┏━━

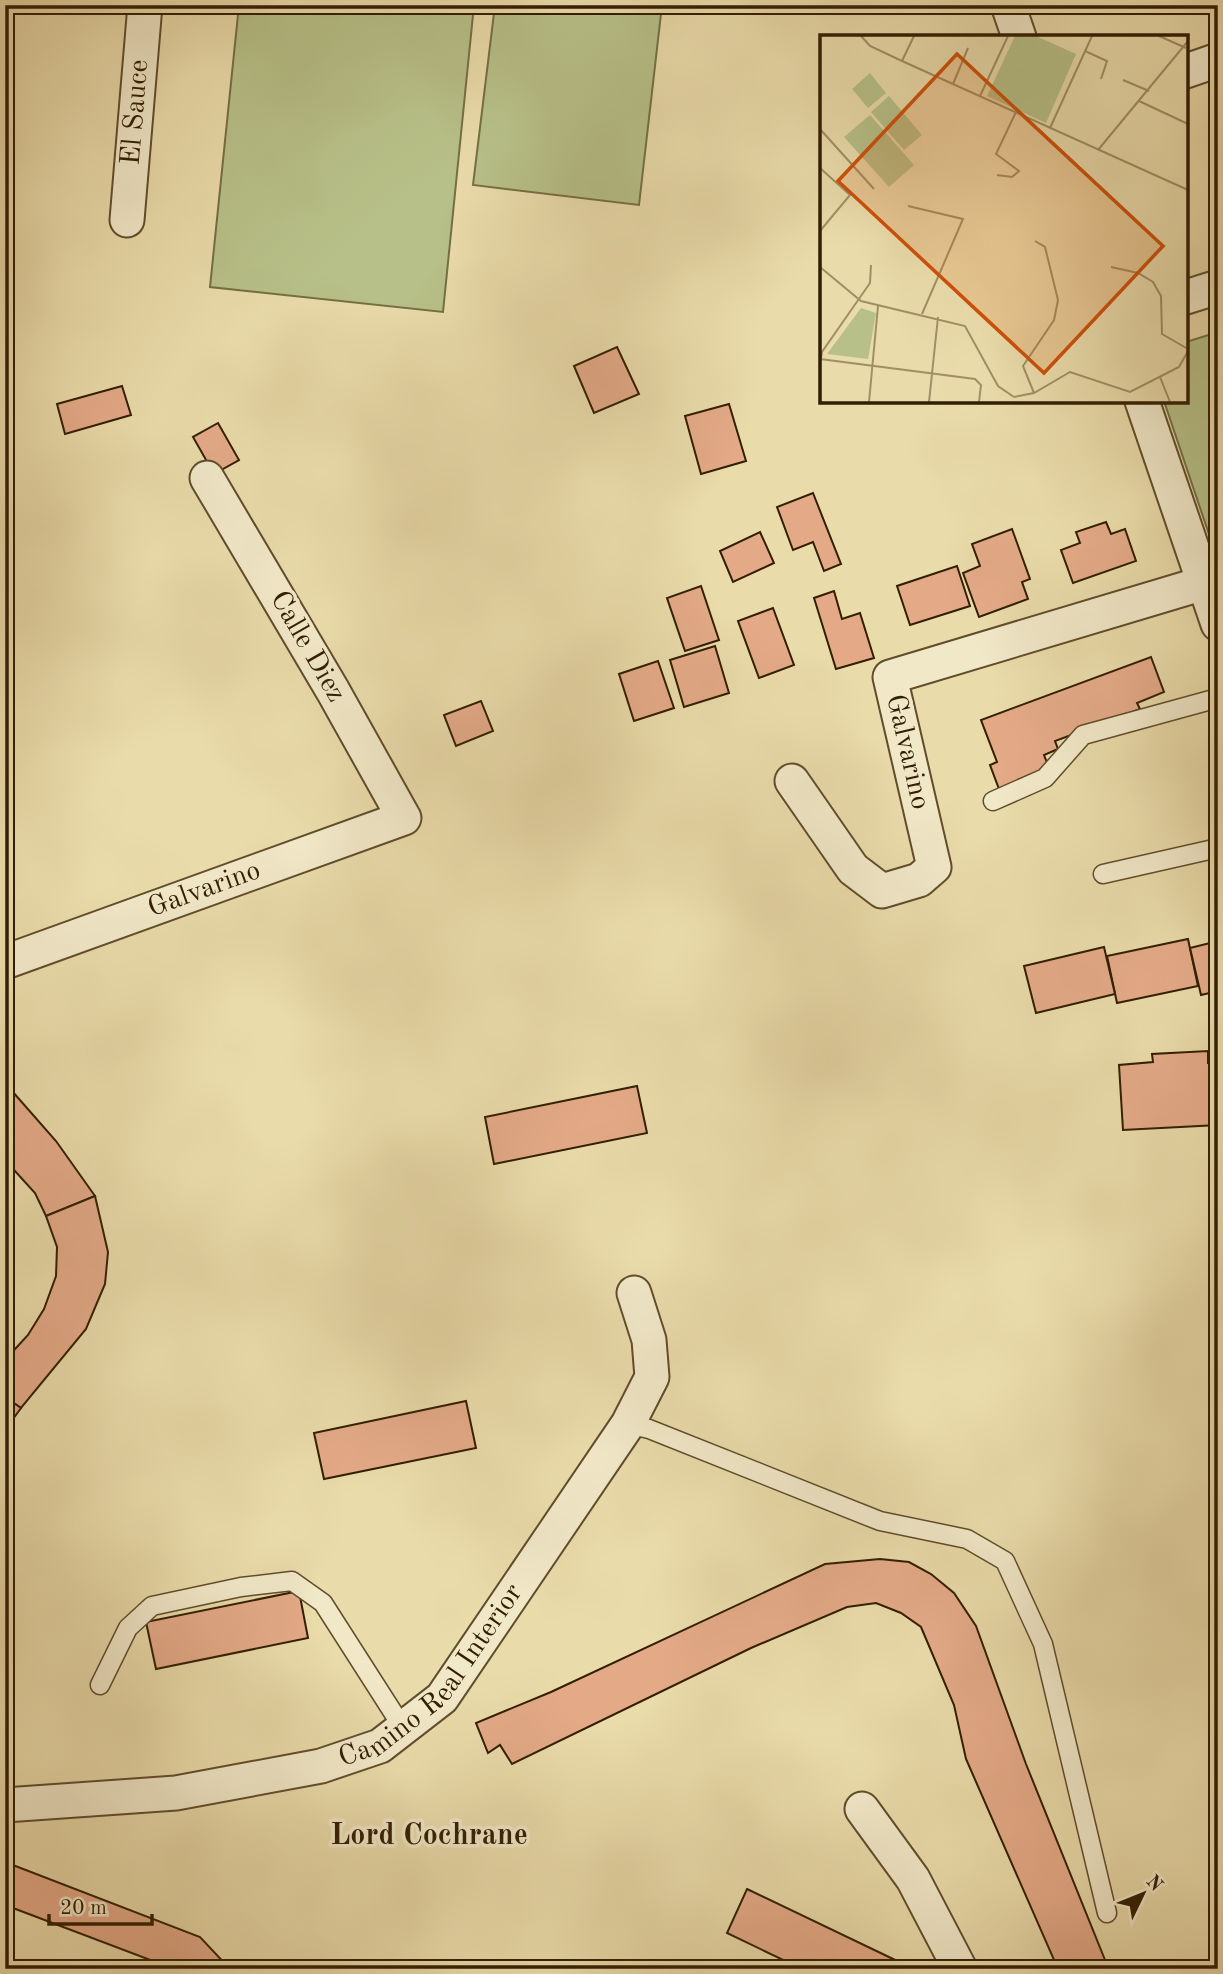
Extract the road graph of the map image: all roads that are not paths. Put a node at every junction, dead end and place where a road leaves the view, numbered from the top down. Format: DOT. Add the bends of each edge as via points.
graph roads {
  1 [pos="145,5"];
  2 [pos="1008,5"];
  3 [pos="1018,35"];
  4 [pos="1218,60"];
  5 [pos="1188,70"];
  6 [pos="127,219"];
  7 [pos="1218,287"];
  8 [pos="1188,296"];
  9 [pos="1142,402"];
  10 [pos="207,478"];
  11 [pos="1204,583"];
  12 [pos="1218,624"];
  13 [pos="1218,698"];
  14 [pos="792,781"];
  15 [pos="993,801"];
  16 [pos="404,818"];
  17 [pos="1218,848"];
  18 [pos="1103,874"];
  19 [pos="5,962"];
  20 [pos="634,1293"];
  21 [pos="628,1424"];
  22 [pos="100,1685"];
  23 [pos="403,1728"];
  24 [pos="5,1805"];
  25 [pos="862,1809"];
  26 [pos="1107,1913"];
  27 [pos="960,1969"];
  1 -- 6 [label="street, El Sauce"];
  2 -- 3 [label="street"];
  4 -- 5 [label="street"];
  7 -- 8 [label="street"];
  9 -- 11 [label="street"];
  10 -- 16 [label="street, Calle Diez"];
  11 -- 12 [label="street"];
  11 -- 14 [label="street, Galvarino" via="890,677 934,867 919,880 882,891 853,869"];
  13 -- 15 [label="lane" via="1083,736 1045,778"];
  16 -- 19 [label="street, Galvarino"];
  17 -- 18 [label="lane"];
  20 -- 21 [label="street, Camino Real Interior" via="649,1340 652,1377"];
  21 -- 23 [label="street, Camino Real Interior" via="442,1698"];
  21 -- 26 [label="lane" via="880,1521 967,1539 1005,1561 1043,1644"];
  22 -- 23 [label="lane" via="128,1628 152,1606 292,1581 323,1603"];
  23 -- 24 [label="street, Camino Real Interior" via="380,1746 321,1766 176,1793"];
  25 -- 27 [label="street" via="913,1879"];
}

┗━━

▸ Task prompt
Retype every entry exactly as written. Leave the pictures out.

▸ Task solution
Extract the road graph of the map image: all roads that are not paths. Put a node at every junction, dead end and place where a road leaves the view, numbered from the top down. Format: DOT. Add the bends of each edge as via points.
graph roads {
  1 [pos="145,5"];
  2 [pos="1008,5"];
  3 [pos="1018,35"];
  4 [pos="1218,60"];
  5 [pos="1188,70"];
  6 [pos="127,219"];
  7 [pos="1218,287"];
  8 [pos="1188,296"];
  9 [pos="1142,402"];
  10 [pos="207,478"];
  11 [pos="1204,583"];
  12 [pos="1218,624"];
  13 [pos="1218,698"];
  14 [pos="792,781"];
  15 [pos="993,801"];
  16 [pos="404,818"];
  17 [pos="1218,848"];
  18 [pos="1103,874"];
  19 [pos="5,962"];
  20 [pos="634,1293"];
  21 [pos="628,1424"];
  22 [pos="100,1685"];
  23 [pos="403,1728"];
  24 [pos="5,1805"];
  25 [pos="862,1809"];
  26 [pos="1107,1913"];
  27 [pos="960,1969"];
  1 -- 6 [label="street, El Sauce"];
  2 -- 3 [label="street"];
  4 -- 5 [label="street"];
  7 -- 8 [label="street"];
  9 -- 11 [label="street"];
  10 -- 16 [label="street, Calle Diez"];
  11 -- 12 [label="street"];
  11 -- 14 [label="street, Galvarino" via="890,677 934,867 919,880 882,891 853,869"];
  13 -- 15 [label="lane" via="1083,736 1045,778"];
  16 -- 19 [label="street, Galvarino"];
  17 -- 18 [label="lane"];
  20 -- 21 [label="street, Camino Real Interior" via="649,1340 652,1377"];
  21 -- 23 [label="street, Camino Real Interior" via="442,1698"];
  21 -- 26 [label="lane" via="880,1521 967,1539 1005,1561 1043,1644"];
  22 -- 23 [label="lane" via="128,1628 152,1606 292,1581 323,1603"];
  23 -- 24 [label="street, Camino Real Interior" via="380,1746 321,1766 176,1793"];
  25 -- 27 [label="street" via="913,1879"];
}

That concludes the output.